*WHAT THIS TASK INVOLVES*:
Report all lines below with the word "Гагарина".

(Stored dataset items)
● ● ● ●

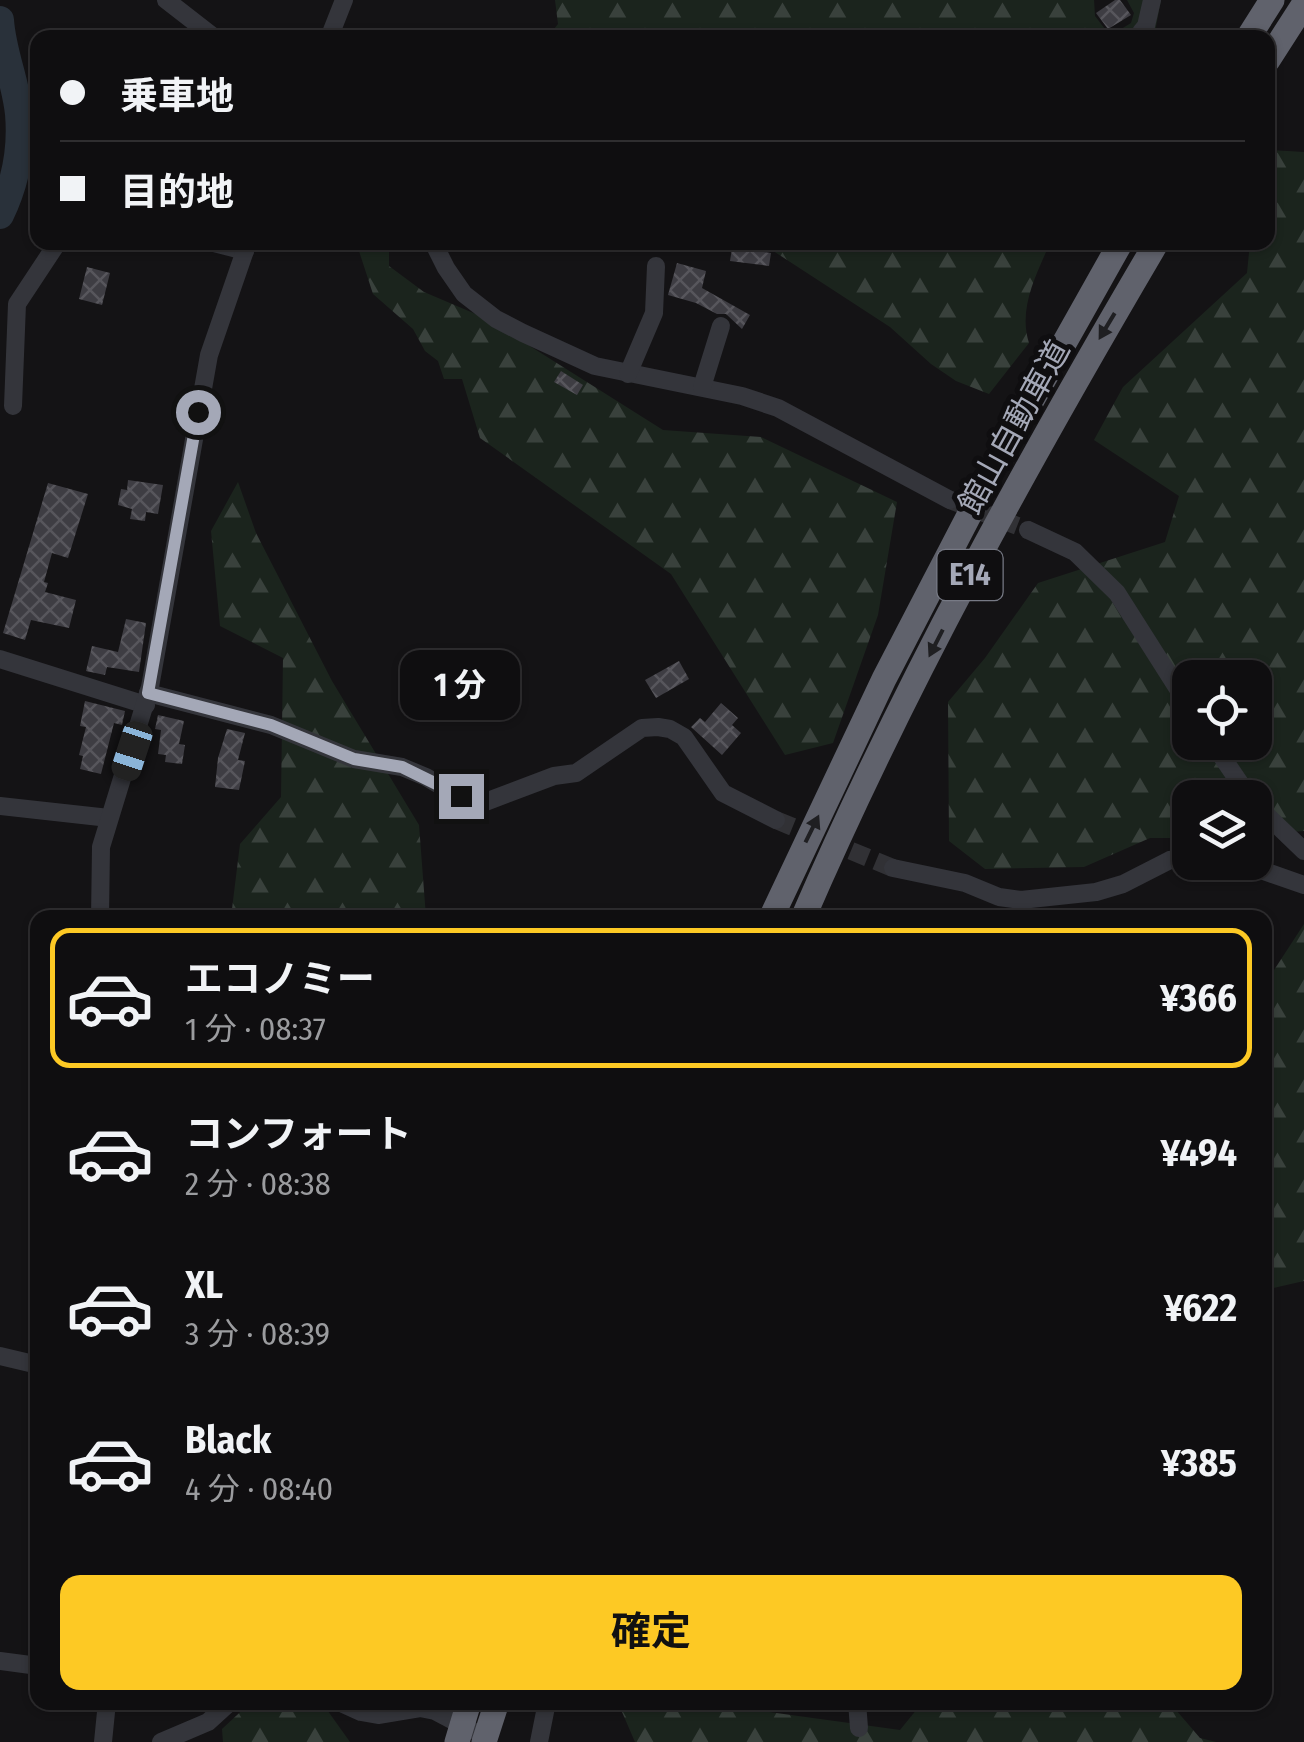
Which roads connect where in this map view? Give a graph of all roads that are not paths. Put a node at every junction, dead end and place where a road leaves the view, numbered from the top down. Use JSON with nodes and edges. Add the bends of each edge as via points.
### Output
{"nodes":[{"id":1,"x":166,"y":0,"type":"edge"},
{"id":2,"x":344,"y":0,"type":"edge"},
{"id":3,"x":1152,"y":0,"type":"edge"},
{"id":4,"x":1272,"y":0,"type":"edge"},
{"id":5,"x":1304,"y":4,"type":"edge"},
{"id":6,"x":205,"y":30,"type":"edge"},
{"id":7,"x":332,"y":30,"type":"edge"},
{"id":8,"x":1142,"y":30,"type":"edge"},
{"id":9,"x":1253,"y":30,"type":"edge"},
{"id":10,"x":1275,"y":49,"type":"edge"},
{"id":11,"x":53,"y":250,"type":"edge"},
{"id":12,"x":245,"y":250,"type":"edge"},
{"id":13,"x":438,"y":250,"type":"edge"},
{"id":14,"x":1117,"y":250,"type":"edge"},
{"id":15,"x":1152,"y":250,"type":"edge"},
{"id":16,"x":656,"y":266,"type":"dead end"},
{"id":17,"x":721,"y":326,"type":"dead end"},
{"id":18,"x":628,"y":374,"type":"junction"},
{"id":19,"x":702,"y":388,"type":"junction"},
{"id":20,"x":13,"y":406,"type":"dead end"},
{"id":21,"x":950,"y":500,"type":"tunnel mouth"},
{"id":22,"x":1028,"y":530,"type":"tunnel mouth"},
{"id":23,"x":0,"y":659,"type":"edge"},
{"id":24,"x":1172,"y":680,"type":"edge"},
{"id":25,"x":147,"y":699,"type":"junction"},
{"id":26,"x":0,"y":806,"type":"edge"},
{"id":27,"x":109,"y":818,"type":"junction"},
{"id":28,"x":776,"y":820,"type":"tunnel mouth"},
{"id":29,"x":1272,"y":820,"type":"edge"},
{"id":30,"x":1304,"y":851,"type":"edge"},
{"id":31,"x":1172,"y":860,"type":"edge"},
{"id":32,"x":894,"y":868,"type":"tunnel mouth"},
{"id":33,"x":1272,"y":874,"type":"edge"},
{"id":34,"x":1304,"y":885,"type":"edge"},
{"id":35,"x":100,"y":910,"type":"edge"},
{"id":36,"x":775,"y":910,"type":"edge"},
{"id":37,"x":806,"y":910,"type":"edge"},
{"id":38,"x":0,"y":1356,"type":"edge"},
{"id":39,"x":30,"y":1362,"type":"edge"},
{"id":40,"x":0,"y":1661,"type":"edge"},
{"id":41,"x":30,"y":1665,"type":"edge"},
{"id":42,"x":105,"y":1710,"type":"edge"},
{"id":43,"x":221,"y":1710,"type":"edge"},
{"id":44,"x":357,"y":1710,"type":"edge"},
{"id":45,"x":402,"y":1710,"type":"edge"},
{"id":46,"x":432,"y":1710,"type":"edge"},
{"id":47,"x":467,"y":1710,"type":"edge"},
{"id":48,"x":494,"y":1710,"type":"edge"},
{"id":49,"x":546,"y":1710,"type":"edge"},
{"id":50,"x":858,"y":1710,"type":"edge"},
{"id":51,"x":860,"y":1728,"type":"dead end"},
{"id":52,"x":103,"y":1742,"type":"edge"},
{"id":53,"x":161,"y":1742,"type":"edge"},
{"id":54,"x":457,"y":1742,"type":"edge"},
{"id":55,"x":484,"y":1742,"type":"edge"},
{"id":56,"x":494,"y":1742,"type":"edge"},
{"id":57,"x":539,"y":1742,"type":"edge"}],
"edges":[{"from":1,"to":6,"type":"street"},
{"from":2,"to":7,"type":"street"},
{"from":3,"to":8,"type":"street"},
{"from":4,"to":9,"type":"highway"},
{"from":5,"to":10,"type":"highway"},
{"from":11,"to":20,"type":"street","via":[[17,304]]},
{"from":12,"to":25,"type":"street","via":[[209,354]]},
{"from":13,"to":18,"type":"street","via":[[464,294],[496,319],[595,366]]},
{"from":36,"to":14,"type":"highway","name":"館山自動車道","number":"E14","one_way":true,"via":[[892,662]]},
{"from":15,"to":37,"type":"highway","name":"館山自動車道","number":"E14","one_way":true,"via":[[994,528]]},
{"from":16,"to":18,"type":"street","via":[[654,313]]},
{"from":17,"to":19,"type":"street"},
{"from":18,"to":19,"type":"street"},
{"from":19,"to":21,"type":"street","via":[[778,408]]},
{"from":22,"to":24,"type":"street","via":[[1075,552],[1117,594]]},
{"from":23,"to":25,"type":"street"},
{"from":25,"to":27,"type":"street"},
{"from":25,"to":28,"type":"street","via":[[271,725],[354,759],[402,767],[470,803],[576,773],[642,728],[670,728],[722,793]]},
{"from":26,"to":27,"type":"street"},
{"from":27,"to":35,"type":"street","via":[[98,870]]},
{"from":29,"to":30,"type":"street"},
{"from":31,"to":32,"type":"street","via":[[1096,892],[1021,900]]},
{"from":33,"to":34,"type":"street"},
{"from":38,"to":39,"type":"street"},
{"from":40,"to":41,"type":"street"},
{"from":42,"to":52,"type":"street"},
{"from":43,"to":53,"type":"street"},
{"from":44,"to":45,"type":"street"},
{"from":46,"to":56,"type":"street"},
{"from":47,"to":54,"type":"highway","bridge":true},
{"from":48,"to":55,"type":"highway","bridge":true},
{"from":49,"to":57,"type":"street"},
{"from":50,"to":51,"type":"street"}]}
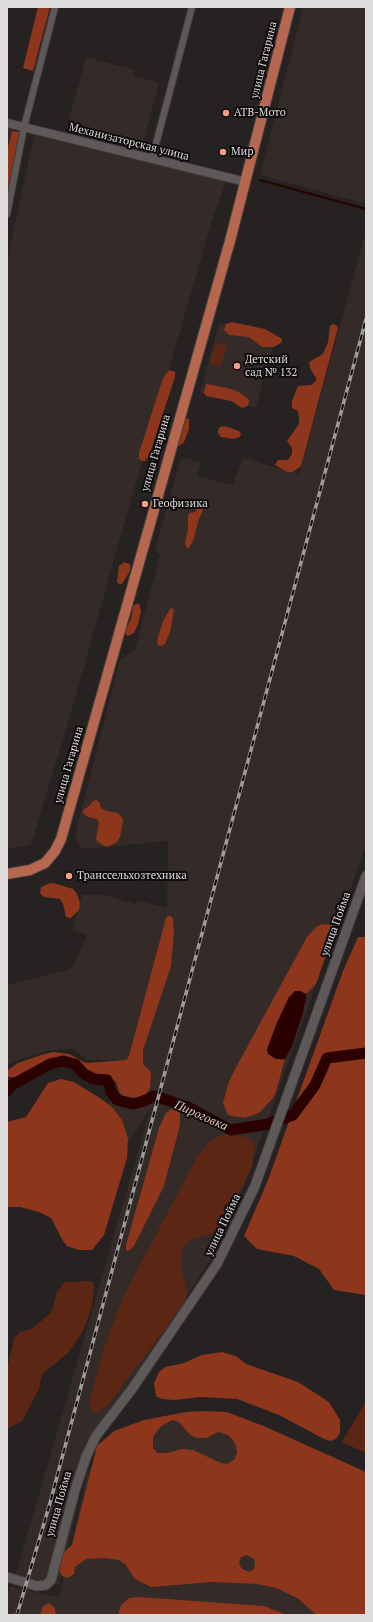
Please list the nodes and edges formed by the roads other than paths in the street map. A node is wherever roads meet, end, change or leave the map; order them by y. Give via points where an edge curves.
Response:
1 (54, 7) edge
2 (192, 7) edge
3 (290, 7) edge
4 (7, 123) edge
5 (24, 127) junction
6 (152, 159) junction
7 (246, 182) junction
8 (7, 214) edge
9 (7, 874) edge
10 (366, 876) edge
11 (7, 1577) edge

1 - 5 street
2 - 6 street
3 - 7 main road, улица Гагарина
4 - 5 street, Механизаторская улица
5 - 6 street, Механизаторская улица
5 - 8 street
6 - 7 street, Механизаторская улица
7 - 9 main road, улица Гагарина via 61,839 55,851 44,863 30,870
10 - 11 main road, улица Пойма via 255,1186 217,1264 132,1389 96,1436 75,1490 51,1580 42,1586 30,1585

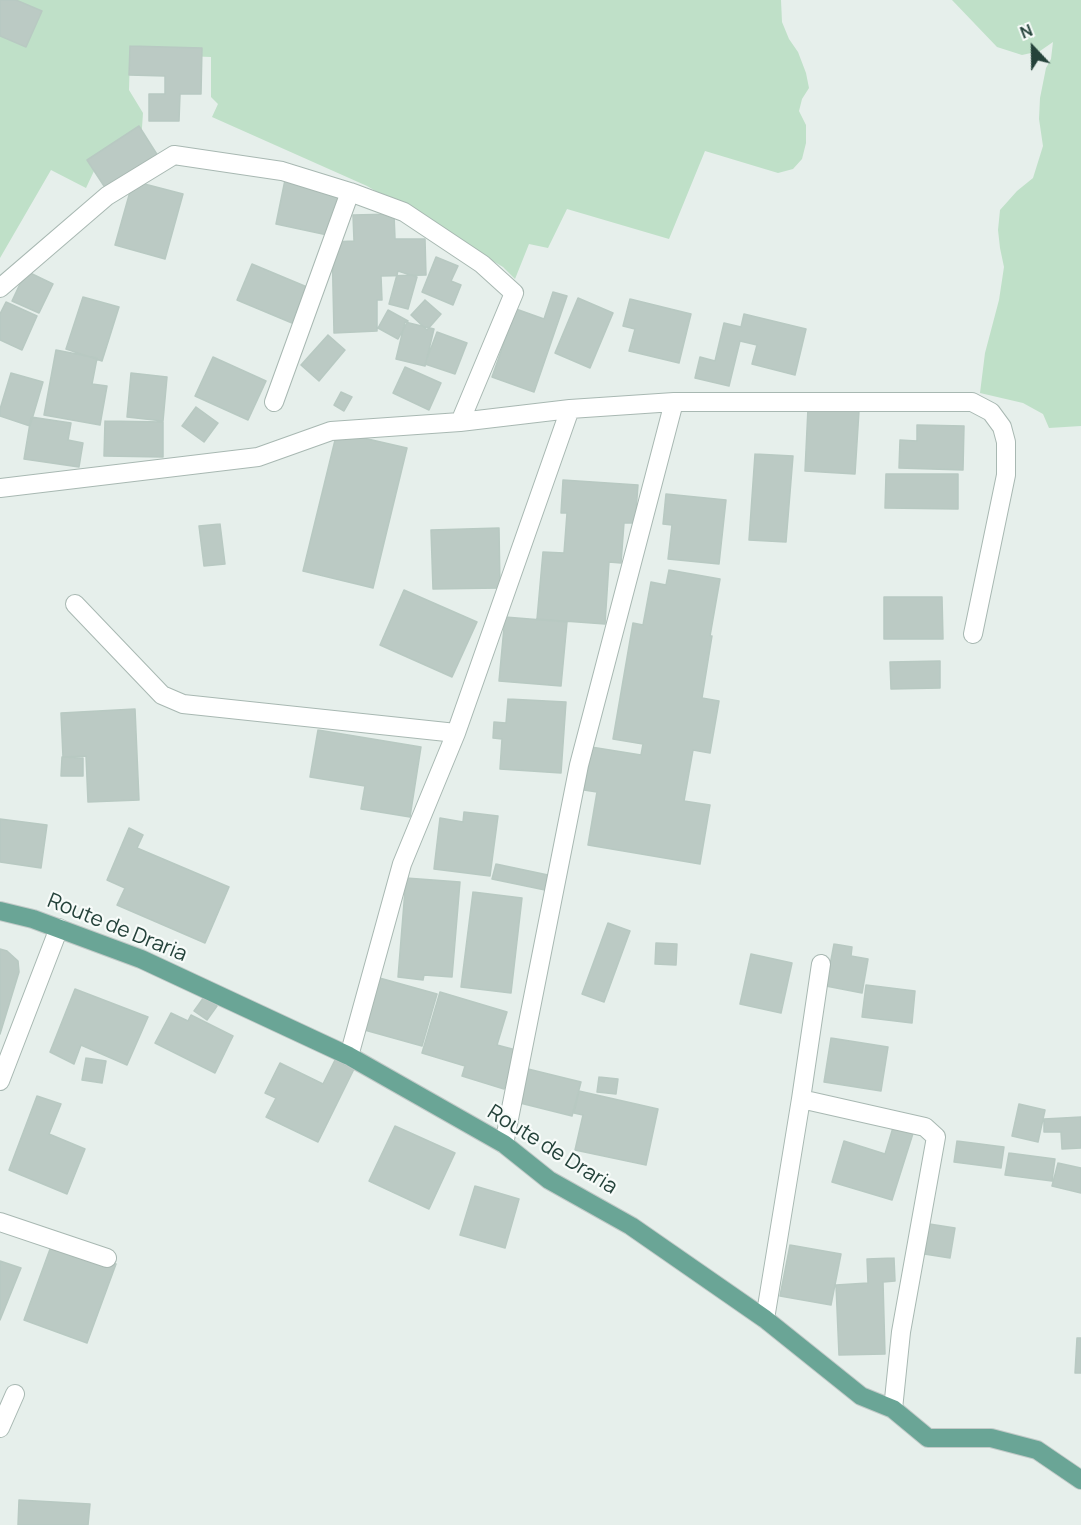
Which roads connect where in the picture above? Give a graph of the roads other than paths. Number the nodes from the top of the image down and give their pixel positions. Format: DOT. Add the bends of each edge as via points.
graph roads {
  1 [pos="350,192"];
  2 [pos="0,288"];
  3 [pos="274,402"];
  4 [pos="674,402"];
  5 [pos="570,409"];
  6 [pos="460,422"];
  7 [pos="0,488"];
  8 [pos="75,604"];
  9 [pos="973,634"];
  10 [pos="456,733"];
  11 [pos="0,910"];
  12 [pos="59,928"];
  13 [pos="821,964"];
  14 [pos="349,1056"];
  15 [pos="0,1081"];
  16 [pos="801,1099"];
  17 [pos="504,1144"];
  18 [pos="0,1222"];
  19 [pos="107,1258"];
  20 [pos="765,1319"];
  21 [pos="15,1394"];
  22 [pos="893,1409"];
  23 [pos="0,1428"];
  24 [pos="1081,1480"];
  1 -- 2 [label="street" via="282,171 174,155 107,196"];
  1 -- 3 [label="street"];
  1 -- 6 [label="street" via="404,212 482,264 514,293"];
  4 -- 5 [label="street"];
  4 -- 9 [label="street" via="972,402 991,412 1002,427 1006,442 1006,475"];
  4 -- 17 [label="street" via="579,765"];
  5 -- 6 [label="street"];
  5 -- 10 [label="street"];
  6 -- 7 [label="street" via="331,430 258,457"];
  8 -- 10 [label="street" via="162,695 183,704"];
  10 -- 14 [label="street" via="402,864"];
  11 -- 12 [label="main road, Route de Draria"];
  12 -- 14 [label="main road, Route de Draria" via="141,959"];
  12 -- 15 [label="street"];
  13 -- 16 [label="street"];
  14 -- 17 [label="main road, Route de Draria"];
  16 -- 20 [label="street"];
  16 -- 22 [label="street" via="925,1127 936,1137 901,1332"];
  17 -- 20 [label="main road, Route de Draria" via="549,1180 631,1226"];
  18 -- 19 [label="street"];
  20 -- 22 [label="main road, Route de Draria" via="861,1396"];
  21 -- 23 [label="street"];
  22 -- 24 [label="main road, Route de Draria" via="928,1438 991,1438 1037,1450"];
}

● ● ● ●

*OUTPUT FOR THIS EXERCISE*:
3 - 7 main road, улица Гагарина
7 - 9 main road, улица Гагарина via 61,839 55,851 44,863 30,870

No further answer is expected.